:: EXERCISE ::
Reproduce the complete set of records exactly. No picture is to appear in the copy.

:: DATA EXCERPTS ::
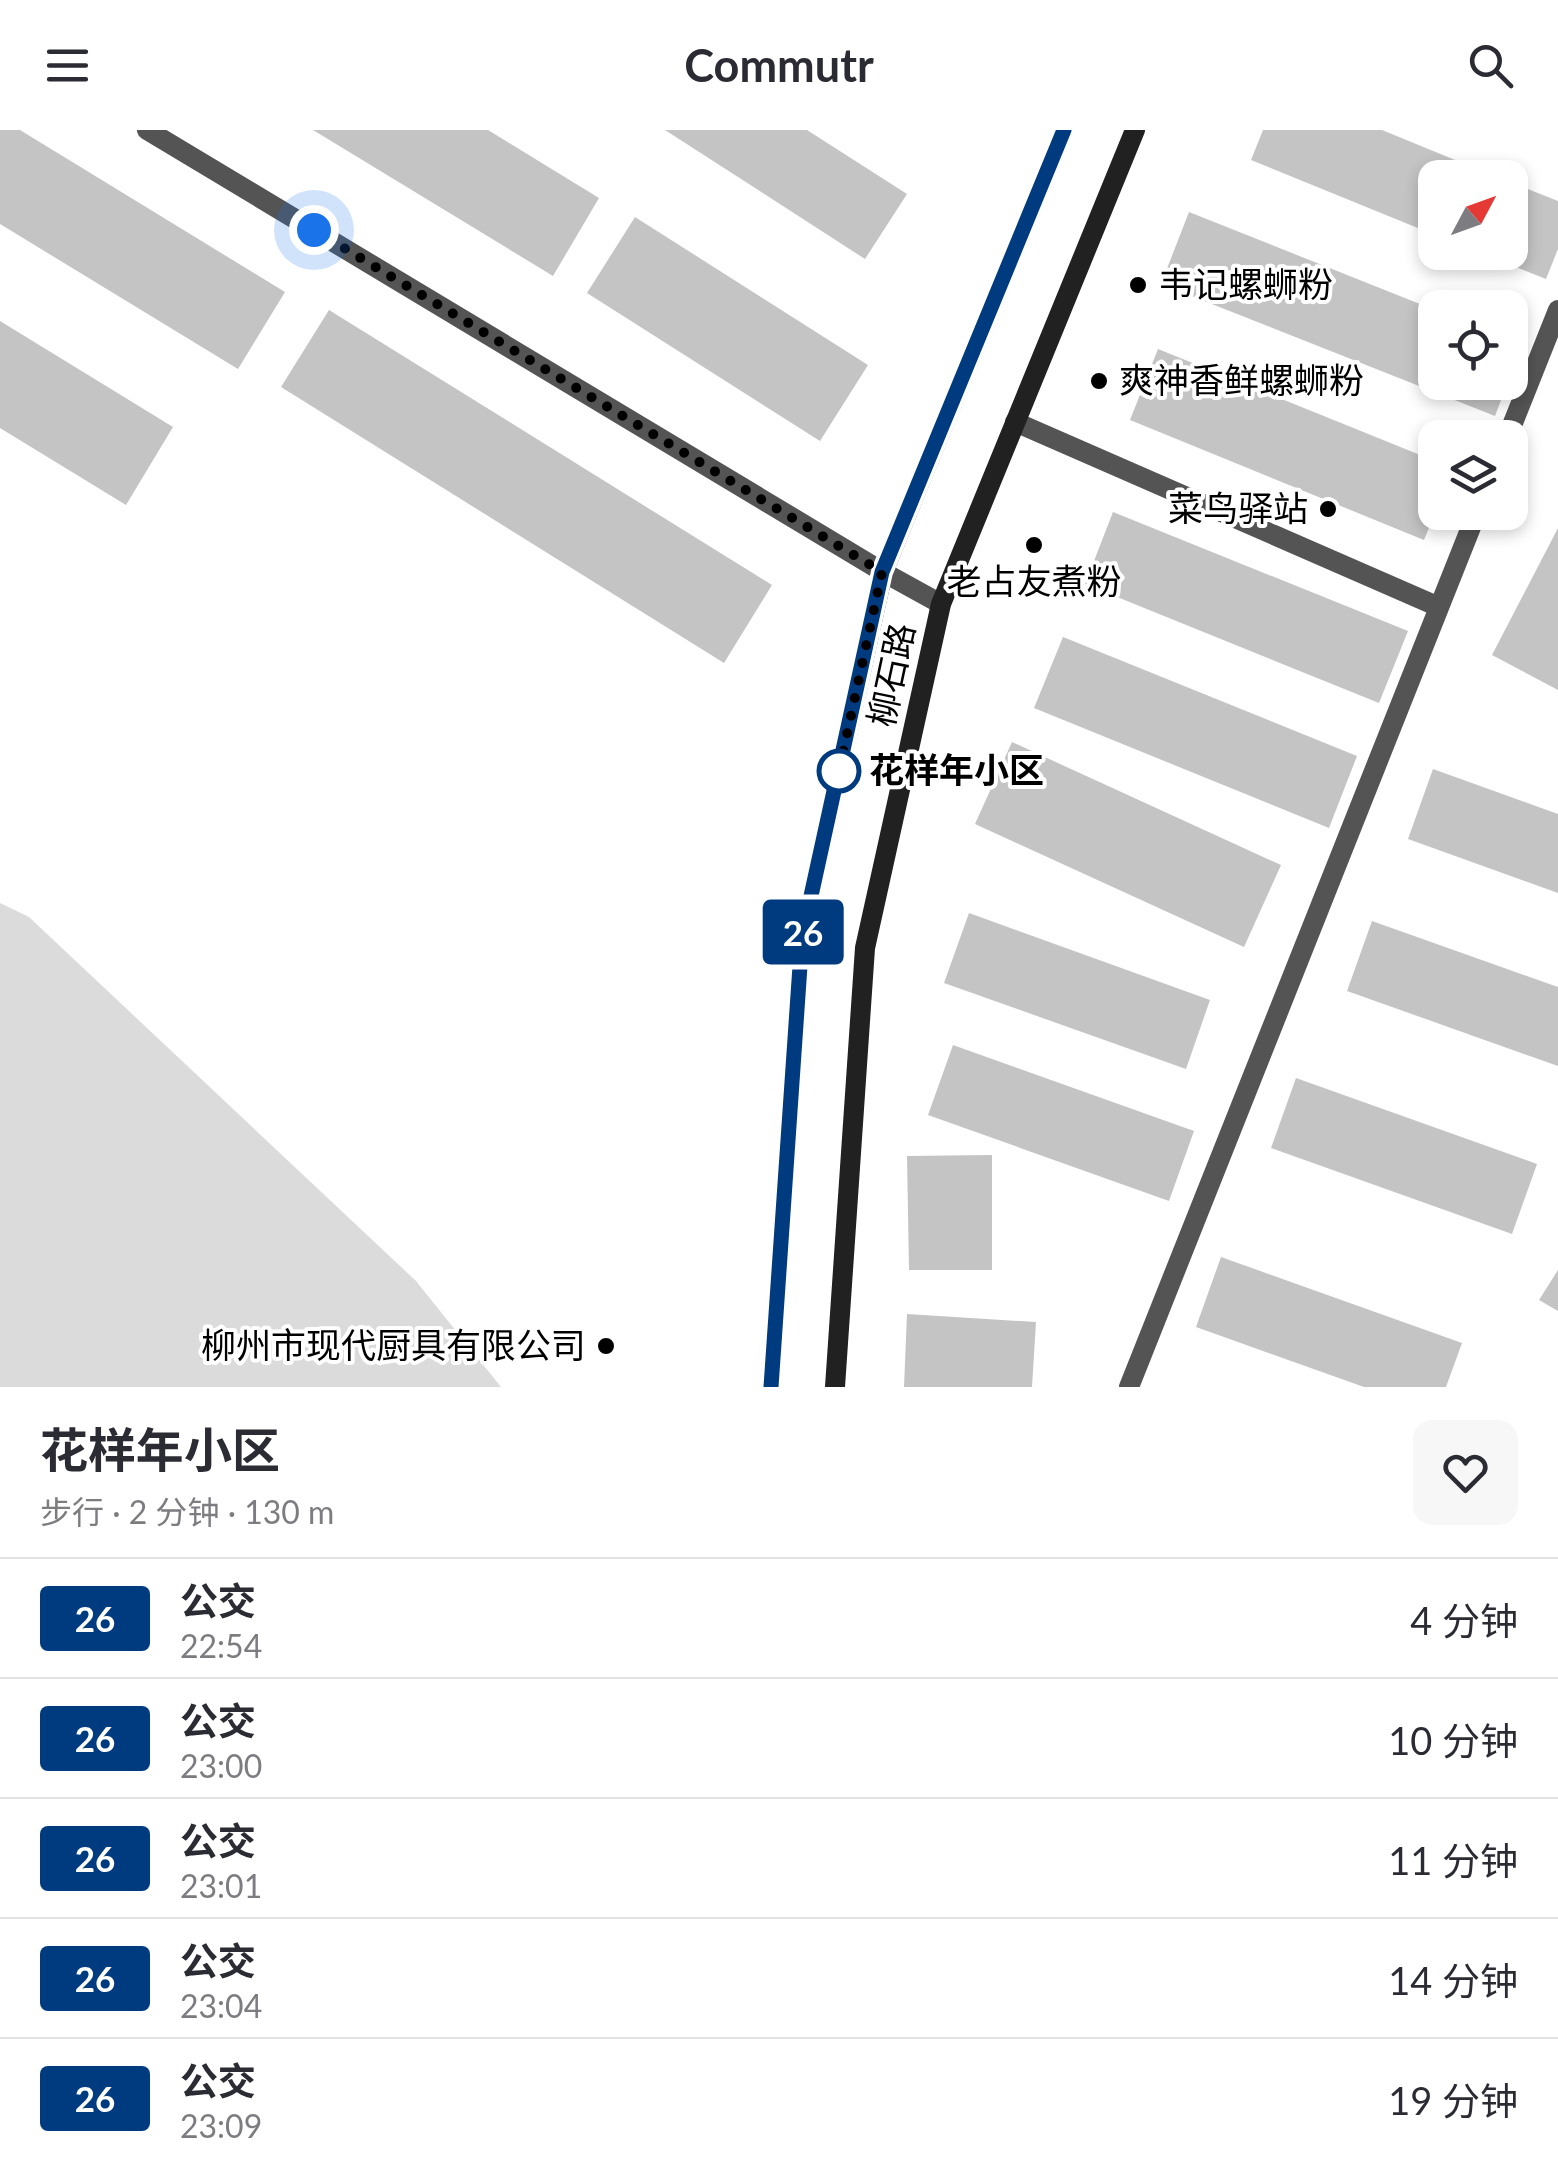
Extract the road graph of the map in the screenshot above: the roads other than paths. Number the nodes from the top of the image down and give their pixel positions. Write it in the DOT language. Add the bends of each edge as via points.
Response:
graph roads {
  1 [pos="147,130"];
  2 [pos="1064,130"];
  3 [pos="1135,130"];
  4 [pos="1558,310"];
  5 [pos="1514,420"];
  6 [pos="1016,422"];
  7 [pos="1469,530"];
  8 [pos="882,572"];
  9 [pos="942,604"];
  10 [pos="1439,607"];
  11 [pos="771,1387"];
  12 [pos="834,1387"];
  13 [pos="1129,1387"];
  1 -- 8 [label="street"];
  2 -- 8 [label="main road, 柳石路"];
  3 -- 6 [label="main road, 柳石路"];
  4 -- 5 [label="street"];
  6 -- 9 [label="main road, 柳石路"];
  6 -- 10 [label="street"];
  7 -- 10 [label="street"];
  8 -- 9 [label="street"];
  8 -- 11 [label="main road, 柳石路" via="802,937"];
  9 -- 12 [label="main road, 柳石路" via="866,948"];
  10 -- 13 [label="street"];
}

:: ANSWER BELOW ::
Extract the road graph of the map in the screenshot above: the roads other than paths. Number the nodes from the top of the image down and give their pixel positions. Write it in the DOT language. Add the bends of each edge as via points.
Response:
graph roads {
  1 [pos="147,130"];
  2 [pos="1064,130"];
  3 [pos="1135,130"];
  4 [pos="1558,310"];
  5 [pos="1514,420"];
  6 [pos="1016,422"];
  7 [pos="1469,530"];
  8 [pos="882,572"];
  9 [pos="942,604"];
  10 [pos="1439,607"];
  11 [pos="771,1387"];
  12 [pos="834,1387"];
  13 [pos="1129,1387"];
  1 -- 8 [label="street"];
  2 -- 8 [label="main road, 柳石路"];
  3 -- 6 [label="main road, 柳石路"];
  4 -- 5 [label="street"];
  6 -- 9 [label="main road, 柳石路"];
  6 -- 10 [label="street"];
  7 -- 10 [label="street"];
  8 -- 9 [label="street"];
  8 -- 11 [label="main road, 柳石路" via="802,937"];
  9 -- 12 [label="main road, 柳石路" via="866,948"];
  10 -- 13 [label="street"];
}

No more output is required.